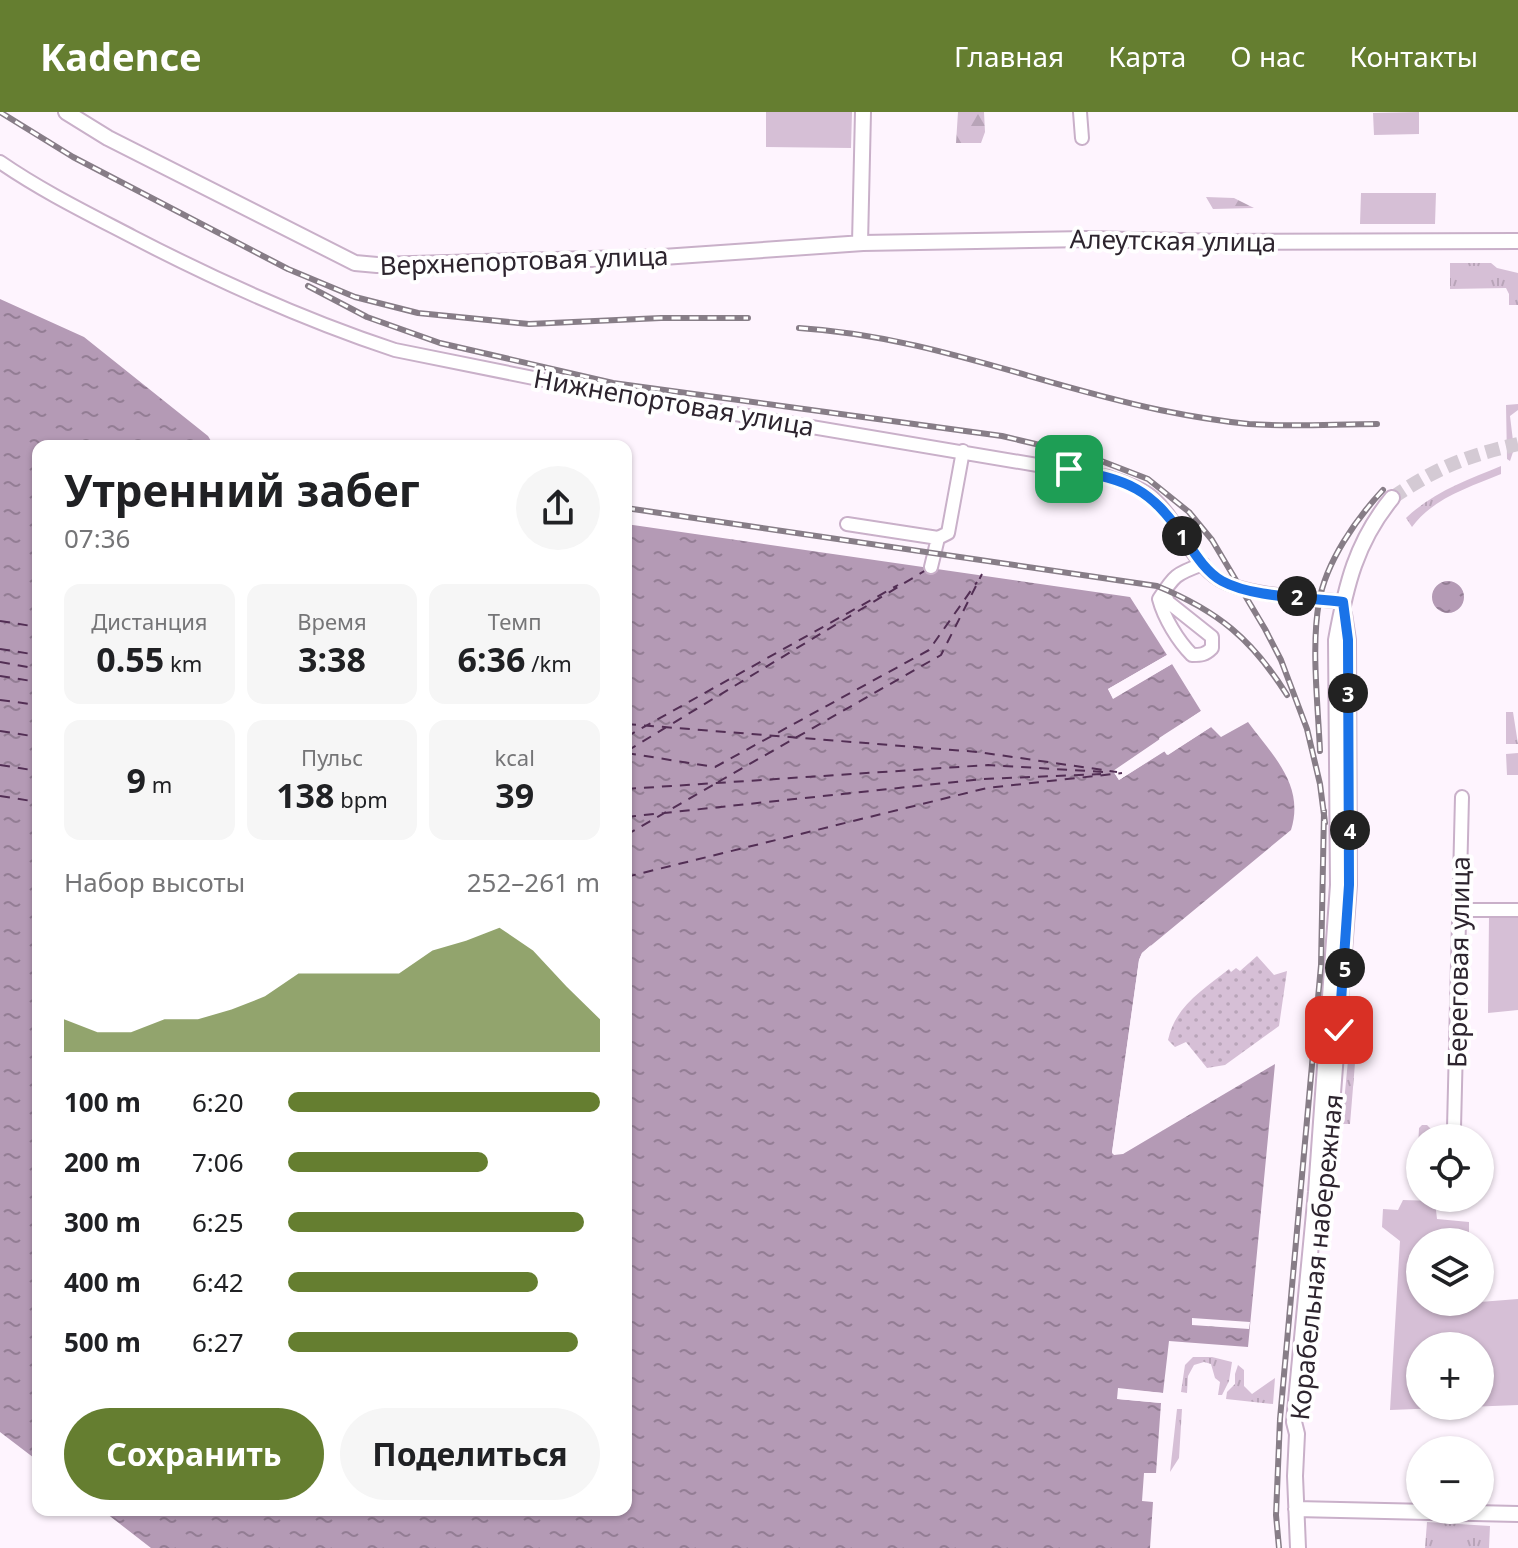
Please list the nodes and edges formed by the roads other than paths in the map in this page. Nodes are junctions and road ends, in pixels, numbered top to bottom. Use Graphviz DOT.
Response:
graph roads {
  1 [pos="66,112"];
  2 [pos="863,112"];
  3 [pos="1080,112"];
  4 [pos="1082,138"];
  5 [pos="0,162"];
  6 [pos="1518,241"];
  7 [pos="860,243"];
  8 [pos="827,245"];
  9 [pos="963,451"];
  10 [pos="1392,498"];
  11 [pos="847,524"];
  12 [pos="938,538"];
  13 [pos="1203,564"];
  14 [pos="931,567"];
  15 [pos="1164,591"];
  16 [pos="1343,602"];
  17 [pos="1462,797"];
  18 [pos="1460,910"];
  19 [pos="1518,910"];
  20 [pos="1454,1124"];
  21 [pos="1296,1509"];
  22 [pos="1518,1514"];
  23 [pos="1298,1548"];
  1 -- 8 [label="main road, Верхнепортовая улица"];
  2 -- 7 [label="main road"];
  3 -- 4 [label="street"];
  5 -- 9 [label="street, Нижнепортовая улица"];
  6 -- 7 [label="main road, Алеутская улица"];
  7 -- 8 [label="main road, Алеутская улица"];
  9 -- 12 [label="street"];
  9 -- 13 [label="street, Нижнепортовая улица"];
  10 -- 16 [label="main road, Корабельная набережная"];
  11 -- 12 [label="street"];
  12 -- 14 [label="street"];
  13 -- 15 [label="street"];
  13 -- 16 [label="street, Нижнепортовая улица"];
  15 -- 15 [label="street"];
  16 -- 21 [label="main road, Корабельная набережная"];
  17 -- 18 [label="street, Береговая улица"];
  18 -- 19 [label="street"];
  18 -- 20 [label="street, Береговая улица"];
  21 -- 22 [label="main road"];
  21 -- 23 [label="main road, Корабельная набережная"];
}
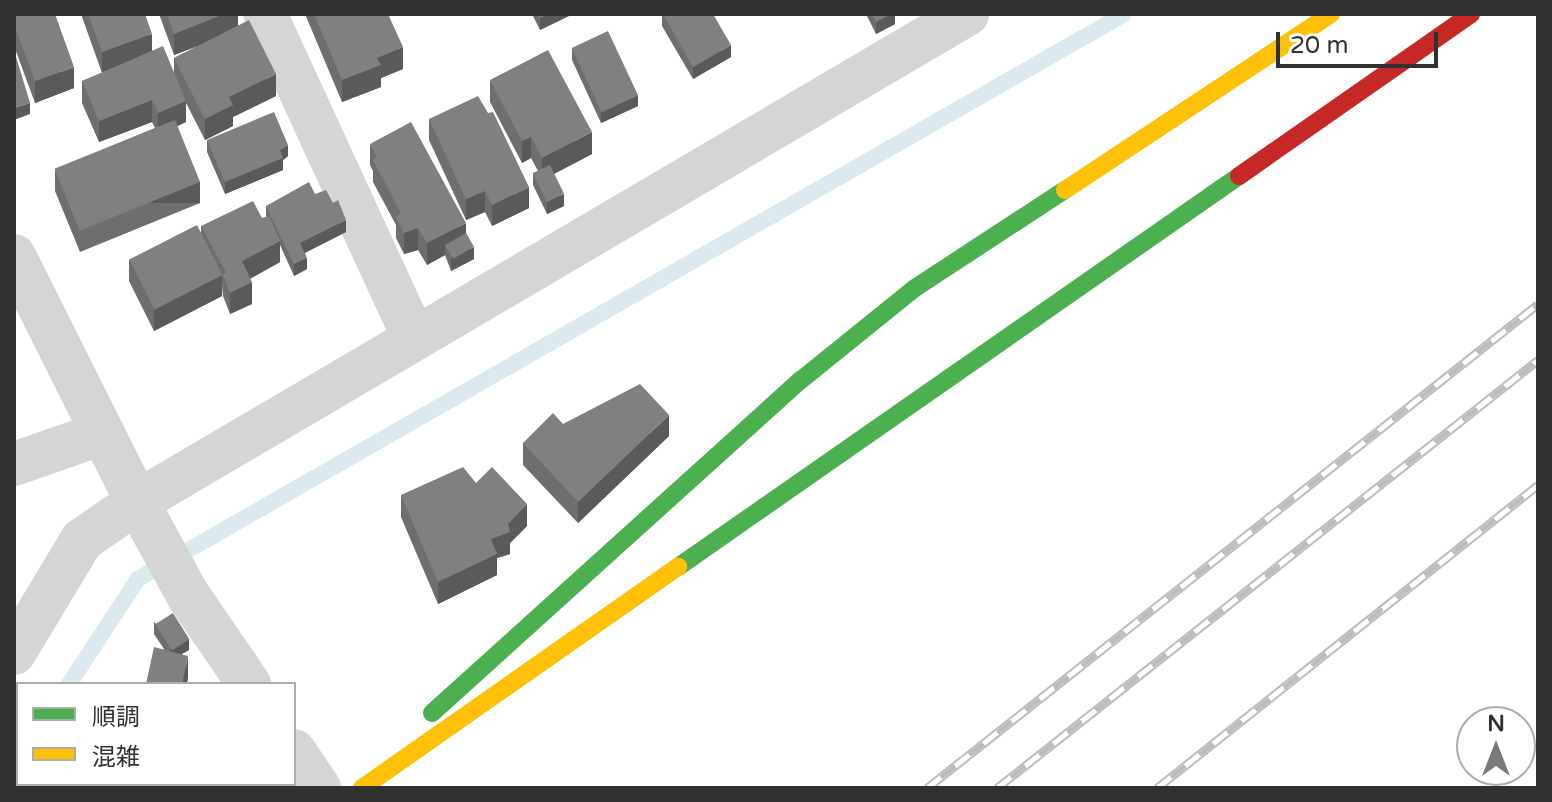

-------------------------

Problem requirements -> Each record above should be retyped exactly, with no pictures carried over.

Exercise response ->
Please list the nodes and edges formed by the roads other than paths in the map in this page. Nodes are junctions and road ends, in pixels, numbered top to bottom. Use Graphviz DOT.
Response:
graph roads {
  1 [pos="66,112"];
  2 [pos="863,112"];
  3 [pos="1080,112"];
  4 [pos="1082,138"];
  5 [pos="0,162"];
  6 [pos="1518,241"];
  7 [pos="860,243"];
  8 [pos="827,245"];
  9 [pos="963,451"];
  10 [pos="1392,498"];
  11 [pos="847,524"];
  12 [pos="938,538"];
  13 [pos="1203,564"];
  14 [pos="931,567"];
  15 [pos="1164,591"];
  16 [pos="1343,602"];
  17 [pos="1462,797"];
  18 [pos="1460,910"];
  19 [pos="1518,910"];
  20 [pos="1454,1124"];
  21 [pos="1296,1509"];
  22 [pos="1518,1514"];
  23 [pos="1298,1548"];
  1 -- 8 [label="main road, Верхнепортовая улица"];
  2 -- 7 [label="main road"];
  3 -- 4 [label="street"];
  5 -- 9 [label="street, Нижнепортовая улица"];
  6 -- 7 [label="main road, Алеутская улица"];
  7 -- 8 [label="main road, Алеутская улица"];
  9 -- 12 [label="street"];
  9 -- 13 [label="street, Нижнепортовая улица"];
  10 -- 16 [label="main road, Корабельная набережная"];
  11 -- 12 [label="street"];
  12 -- 14 [label="street"];
  13 -- 15 [label="street"];
  13 -- 16 [label="street, Нижнепортовая улица"];
  15 -- 15 [label="street"];
  16 -- 21 [label="main road, Корабельная набережная"];
  17 -- 18 [label="street, Береговая улица"];
  18 -- 19 [label="street"];
  18 -- 20 [label="street, Береговая улица"];
  21 -- 22 [label="main road"];
  21 -- 23 [label="main road, Корабельная набережная"];
}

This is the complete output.